Task requirements: What lines in the records below include the word "roads"? Return each one.

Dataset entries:
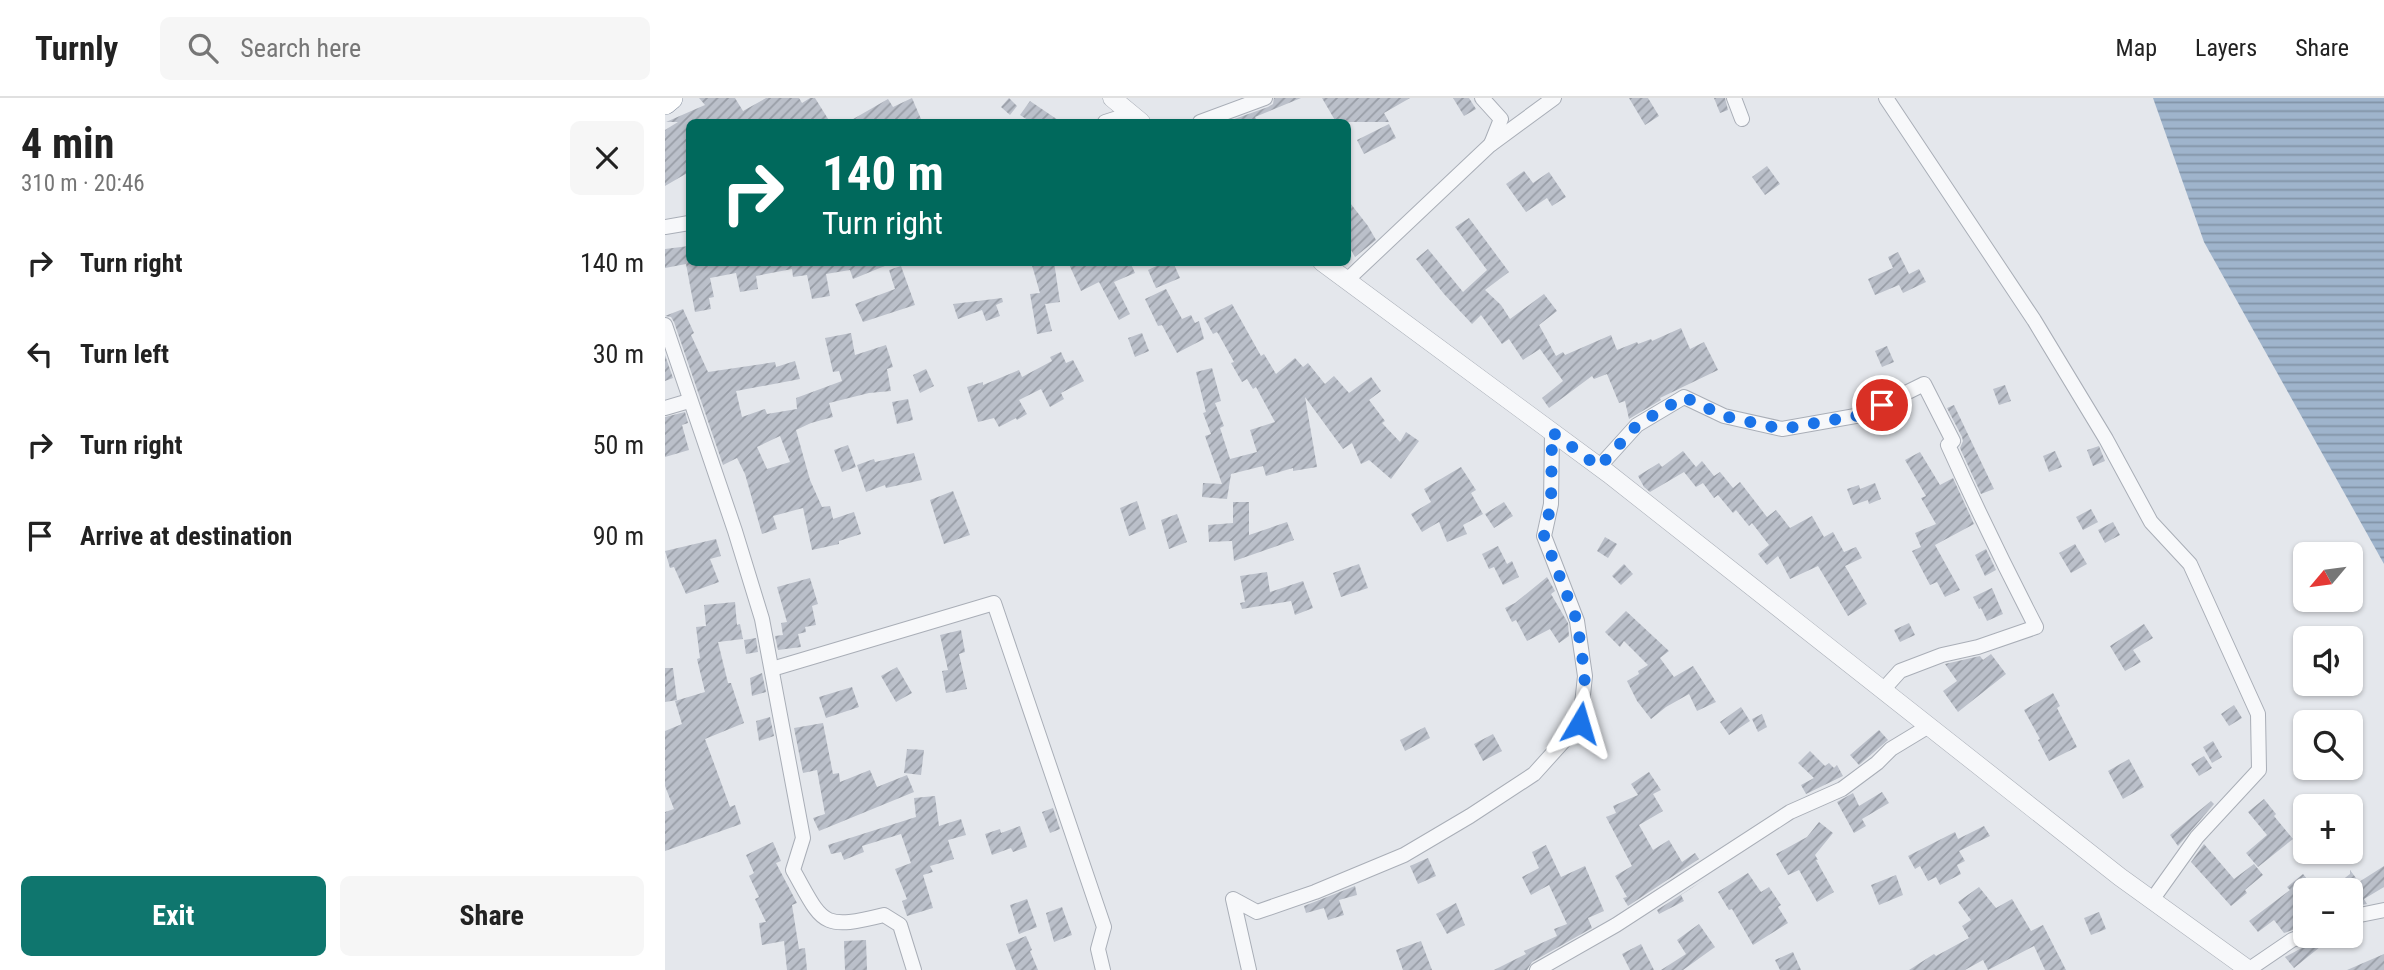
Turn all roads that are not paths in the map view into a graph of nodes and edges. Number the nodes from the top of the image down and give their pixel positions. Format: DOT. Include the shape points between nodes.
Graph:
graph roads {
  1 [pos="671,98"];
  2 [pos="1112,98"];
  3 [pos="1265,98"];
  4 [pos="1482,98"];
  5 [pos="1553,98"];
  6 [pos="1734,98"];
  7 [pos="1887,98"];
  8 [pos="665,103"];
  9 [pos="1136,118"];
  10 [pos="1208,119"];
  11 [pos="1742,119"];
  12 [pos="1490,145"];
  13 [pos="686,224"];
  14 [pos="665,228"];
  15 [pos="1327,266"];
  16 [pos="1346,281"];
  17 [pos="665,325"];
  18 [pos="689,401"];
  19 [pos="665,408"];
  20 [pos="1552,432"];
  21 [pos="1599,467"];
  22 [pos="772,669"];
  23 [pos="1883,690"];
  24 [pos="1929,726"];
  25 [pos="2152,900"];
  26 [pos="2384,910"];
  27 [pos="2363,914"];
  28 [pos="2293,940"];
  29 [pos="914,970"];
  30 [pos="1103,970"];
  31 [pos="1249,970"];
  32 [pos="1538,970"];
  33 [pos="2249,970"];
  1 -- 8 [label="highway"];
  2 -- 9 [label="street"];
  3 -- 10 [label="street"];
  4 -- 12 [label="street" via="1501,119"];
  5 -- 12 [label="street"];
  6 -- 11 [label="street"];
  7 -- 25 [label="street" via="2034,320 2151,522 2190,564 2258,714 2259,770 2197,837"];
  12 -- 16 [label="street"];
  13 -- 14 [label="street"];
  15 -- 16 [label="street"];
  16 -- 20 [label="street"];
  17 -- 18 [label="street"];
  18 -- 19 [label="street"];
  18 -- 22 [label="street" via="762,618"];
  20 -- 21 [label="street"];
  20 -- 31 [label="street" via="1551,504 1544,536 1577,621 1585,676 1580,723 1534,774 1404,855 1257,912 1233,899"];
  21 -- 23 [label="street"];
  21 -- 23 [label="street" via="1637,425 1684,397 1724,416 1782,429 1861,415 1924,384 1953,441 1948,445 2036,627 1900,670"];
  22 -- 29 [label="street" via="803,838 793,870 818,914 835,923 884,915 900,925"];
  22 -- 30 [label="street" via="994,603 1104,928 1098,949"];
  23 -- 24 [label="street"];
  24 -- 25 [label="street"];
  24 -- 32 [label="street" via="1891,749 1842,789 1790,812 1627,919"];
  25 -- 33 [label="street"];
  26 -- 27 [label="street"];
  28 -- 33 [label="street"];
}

Exercise response:
Turn all roads that are not paths in the map view into a graph of nodes and edges. Number the nodes from the top of the image down and give their pixel positions. Format: DOT. Include the shape points between nodes.
graph roads {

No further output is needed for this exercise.